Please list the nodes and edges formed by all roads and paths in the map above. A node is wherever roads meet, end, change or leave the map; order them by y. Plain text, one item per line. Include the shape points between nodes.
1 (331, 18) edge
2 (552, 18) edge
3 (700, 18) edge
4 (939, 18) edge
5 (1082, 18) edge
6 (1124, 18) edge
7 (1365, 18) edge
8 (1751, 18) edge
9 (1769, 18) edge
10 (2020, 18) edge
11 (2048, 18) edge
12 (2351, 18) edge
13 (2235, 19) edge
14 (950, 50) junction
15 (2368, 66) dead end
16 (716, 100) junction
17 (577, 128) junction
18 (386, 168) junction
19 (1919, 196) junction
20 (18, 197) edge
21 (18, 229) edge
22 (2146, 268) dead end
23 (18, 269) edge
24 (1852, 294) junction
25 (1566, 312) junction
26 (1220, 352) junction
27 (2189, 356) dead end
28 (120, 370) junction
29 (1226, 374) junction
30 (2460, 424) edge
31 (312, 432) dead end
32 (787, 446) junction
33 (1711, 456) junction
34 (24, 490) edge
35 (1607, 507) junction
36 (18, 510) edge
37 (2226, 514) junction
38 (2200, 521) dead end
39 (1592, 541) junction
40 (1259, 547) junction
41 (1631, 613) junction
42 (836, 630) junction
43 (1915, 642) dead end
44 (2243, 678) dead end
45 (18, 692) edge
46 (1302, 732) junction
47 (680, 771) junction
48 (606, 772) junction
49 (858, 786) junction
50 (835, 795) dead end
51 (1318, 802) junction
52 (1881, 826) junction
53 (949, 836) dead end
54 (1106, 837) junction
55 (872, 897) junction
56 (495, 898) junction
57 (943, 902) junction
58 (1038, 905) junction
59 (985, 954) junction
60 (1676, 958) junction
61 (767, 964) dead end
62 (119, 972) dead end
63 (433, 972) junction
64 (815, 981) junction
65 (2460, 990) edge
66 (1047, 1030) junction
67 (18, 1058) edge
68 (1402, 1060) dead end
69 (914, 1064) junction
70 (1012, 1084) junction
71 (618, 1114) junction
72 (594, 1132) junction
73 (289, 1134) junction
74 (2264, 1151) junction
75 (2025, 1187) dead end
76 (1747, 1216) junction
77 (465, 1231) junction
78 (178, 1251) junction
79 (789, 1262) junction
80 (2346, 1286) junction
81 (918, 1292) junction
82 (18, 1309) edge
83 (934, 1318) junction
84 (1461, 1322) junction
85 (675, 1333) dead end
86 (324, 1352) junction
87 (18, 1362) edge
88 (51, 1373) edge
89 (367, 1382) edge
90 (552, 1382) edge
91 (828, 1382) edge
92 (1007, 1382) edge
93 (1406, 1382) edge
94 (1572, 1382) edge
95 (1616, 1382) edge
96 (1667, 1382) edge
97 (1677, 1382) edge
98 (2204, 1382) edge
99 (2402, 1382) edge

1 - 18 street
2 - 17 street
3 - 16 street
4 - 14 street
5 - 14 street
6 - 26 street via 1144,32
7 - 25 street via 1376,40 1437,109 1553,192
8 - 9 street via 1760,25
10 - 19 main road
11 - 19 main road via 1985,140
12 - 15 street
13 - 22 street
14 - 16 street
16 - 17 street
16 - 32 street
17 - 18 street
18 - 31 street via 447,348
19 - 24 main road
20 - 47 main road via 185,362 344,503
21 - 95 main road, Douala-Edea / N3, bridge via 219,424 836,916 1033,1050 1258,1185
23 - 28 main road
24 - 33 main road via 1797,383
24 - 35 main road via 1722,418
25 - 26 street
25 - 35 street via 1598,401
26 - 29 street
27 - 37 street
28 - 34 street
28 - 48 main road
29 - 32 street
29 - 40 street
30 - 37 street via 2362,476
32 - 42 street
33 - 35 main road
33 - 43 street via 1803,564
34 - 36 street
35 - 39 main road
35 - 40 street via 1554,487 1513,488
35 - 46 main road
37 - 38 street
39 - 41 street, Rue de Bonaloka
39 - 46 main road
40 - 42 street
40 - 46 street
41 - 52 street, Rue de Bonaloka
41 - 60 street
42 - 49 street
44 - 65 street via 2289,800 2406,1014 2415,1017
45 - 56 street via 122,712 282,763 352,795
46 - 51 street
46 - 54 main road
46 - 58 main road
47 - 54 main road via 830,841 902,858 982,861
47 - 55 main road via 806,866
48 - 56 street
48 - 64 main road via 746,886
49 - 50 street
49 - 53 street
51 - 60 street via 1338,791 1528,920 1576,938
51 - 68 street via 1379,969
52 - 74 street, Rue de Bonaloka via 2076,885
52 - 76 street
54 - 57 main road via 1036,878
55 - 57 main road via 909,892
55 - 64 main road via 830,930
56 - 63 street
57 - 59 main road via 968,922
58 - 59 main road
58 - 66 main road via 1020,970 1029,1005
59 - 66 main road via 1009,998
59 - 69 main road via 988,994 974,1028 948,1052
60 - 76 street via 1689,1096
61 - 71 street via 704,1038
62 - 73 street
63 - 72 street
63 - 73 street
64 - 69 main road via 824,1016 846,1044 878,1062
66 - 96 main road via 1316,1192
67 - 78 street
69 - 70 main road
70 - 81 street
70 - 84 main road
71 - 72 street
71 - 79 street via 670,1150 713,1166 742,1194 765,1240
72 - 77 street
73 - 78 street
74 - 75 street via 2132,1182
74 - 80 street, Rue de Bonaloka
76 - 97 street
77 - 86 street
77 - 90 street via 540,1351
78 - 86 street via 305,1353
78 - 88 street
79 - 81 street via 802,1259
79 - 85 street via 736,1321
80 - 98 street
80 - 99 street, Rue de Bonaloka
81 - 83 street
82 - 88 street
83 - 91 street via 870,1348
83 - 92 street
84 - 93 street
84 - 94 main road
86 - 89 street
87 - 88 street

================

Would you please output every record again, exactly?

Please list the nodes and edges formed by all roads and paths in the map above. A node is wherever roads meet, end, change or leave the map; order them by y. Plain text, one item per line. Include the shape points between nodes.
1 (331, 18) edge
2 (552, 18) edge
3 (700, 18) edge
4 (939, 18) edge
5 (1082, 18) edge
6 (1124, 18) edge
7 (1365, 18) edge
8 (1751, 18) edge
9 (1769, 18) edge
10 (2020, 18) edge
11 (2048, 18) edge
12 (2351, 18) edge
13 (2235, 19) edge
14 (950, 50) junction
15 (2368, 66) dead end
16 (716, 100) junction
17 (577, 128) junction
18 (386, 168) junction
19 (1919, 196) junction
20 (18, 197) edge
21 (18, 229) edge
22 (2146, 268) dead end
23 (18, 269) edge
24 (1852, 294) junction
25 (1566, 312) junction
26 (1220, 352) junction
27 (2189, 356) dead end
28 (120, 370) junction
29 (1226, 374) junction
30 (2460, 424) edge
31 (312, 432) dead end
32 (787, 446) junction
33 (1711, 456) junction
34 (24, 490) edge
35 (1607, 507) junction
36 (18, 510) edge
37 (2226, 514) junction
38 (2200, 521) dead end
39 (1592, 541) junction
40 (1259, 547) junction
41 (1631, 613) junction
42 (836, 630) junction
43 (1915, 642) dead end
44 (2243, 678) dead end
45 (18, 692) edge
46 (1302, 732) junction
47 (680, 771) junction
48 (606, 772) junction
49 (858, 786) junction
50 (835, 795) dead end
51 (1318, 802) junction
52 (1881, 826) junction
53 (949, 836) dead end
54 (1106, 837) junction
55 (872, 897) junction
56 (495, 898) junction
57 (943, 902) junction
58 (1038, 905) junction
59 (985, 954) junction
60 (1676, 958) junction
61 (767, 964) dead end
62 (119, 972) dead end
63 (433, 972) junction
64 (815, 981) junction
65 (2460, 990) edge
66 (1047, 1030) junction
67 (18, 1058) edge
68 (1402, 1060) dead end
69 (914, 1064) junction
70 (1012, 1084) junction
71 (618, 1114) junction
72 (594, 1132) junction
73 (289, 1134) junction
74 (2264, 1151) junction
75 (2025, 1187) dead end
76 (1747, 1216) junction
77 (465, 1231) junction
78 (178, 1251) junction
79 (789, 1262) junction
80 (2346, 1286) junction
81 (918, 1292) junction
82 (18, 1309) edge
83 (934, 1318) junction
84 (1461, 1322) junction
85 (675, 1333) dead end
86 (324, 1352) junction
87 (18, 1362) edge
88 (51, 1373) edge
89 (367, 1382) edge
90 (552, 1382) edge
91 (828, 1382) edge
92 (1007, 1382) edge
93 (1406, 1382) edge
94 (1572, 1382) edge
95 (1616, 1382) edge
96 (1667, 1382) edge
97 (1677, 1382) edge
98 (2204, 1382) edge
99 (2402, 1382) edge

1 - 18 street
2 - 17 street
3 - 16 street
4 - 14 street
5 - 14 street
6 - 26 street via 1144,32
7 - 25 street via 1376,40 1437,109 1553,192
8 - 9 street via 1760,25
10 - 19 main road
11 - 19 main road via 1985,140
12 - 15 street
13 - 22 street
14 - 16 street
16 - 17 street
16 - 32 street
17 - 18 street
18 - 31 street via 447,348
19 - 24 main road
20 - 47 main road via 185,362 344,503
21 - 95 main road, Douala-Edea / N3, bridge via 219,424 836,916 1033,1050 1258,1185
23 - 28 main road
24 - 33 main road via 1797,383
24 - 35 main road via 1722,418
25 - 26 street
25 - 35 street via 1598,401
26 - 29 street
27 - 37 street
28 - 34 street
28 - 48 main road
29 - 32 street
29 - 40 street
30 - 37 street via 2362,476
32 - 42 street
33 - 35 main road
33 - 43 street via 1803,564
34 - 36 street
35 - 39 main road
35 - 40 street via 1554,487 1513,488
35 - 46 main road
37 - 38 street
39 - 41 street, Rue de Bonaloka
39 - 46 main road
40 - 42 street
40 - 46 street
41 - 52 street, Rue de Bonaloka
41 - 60 street
42 - 49 street
44 - 65 street via 2289,800 2406,1014 2415,1017
45 - 56 street via 122,712 282,763 352,795
46 - 51 street
46 - 54 main road
46 - 58 main road
47 - 54 main road via 830,841 902,858 982,861
47 - 55 main road via 806,866
48 - 56 street
48 - 64 main road via 746,886
49 - 50 street
49 - 53 street
51 - 60 street via 1338,791 1528,920 1576,938
51 - 68 street via 1379,969
52 - 74 street, Rue de Bonaloka via 2076,885
52 - 76 street
54 - 57 main road via 1036,878
55 - 57 main road via 909,892
55 - 64 main road via 830,930
56 - 63 street
57 - 59 main road via 968,922
58 - 59 main road
58 - 66 main road via 1020,970 1029,1005
59 - 66 main road via 1009,998
59 - 69 main road via 988,994 974,1028 948,1052
60 - 76 street via 1689,1096
61 - 71 street via 704,1038
62 - 73 street
63 - 72 street
63 - 73 street
64 - 69 main road via 824,1016 846,1044 878,1062
66 - 96 main road via 1316,1192
67 - 78 street
69 - 70 main road
70 - 81 street
70 - 84 main road
71 - 72 street
71 - 79 street via 670,1150 713,1166 742,1194 765,1240
72 - 77 street
73 - 78 street
74 - 75 street via 2132,1182
74 - 80 street, Rue de Bonaloka
76 - 97 street
77 - 86 street
77 - 90 street via 540,1351
78 - 86 street via 305,1353
78 - 88 street
79 - 81 street via 802,1259
79 - 85 street via 736,1321
80 - 98 street
80 - 99 street, Rue de Bonaloka
81 - 83 street
82 - 88 street
83 - 91 street via 870,1348
83 - 92 street
84 - 93 street
84 - 94 main road
86 - 89 street
87 - 88 street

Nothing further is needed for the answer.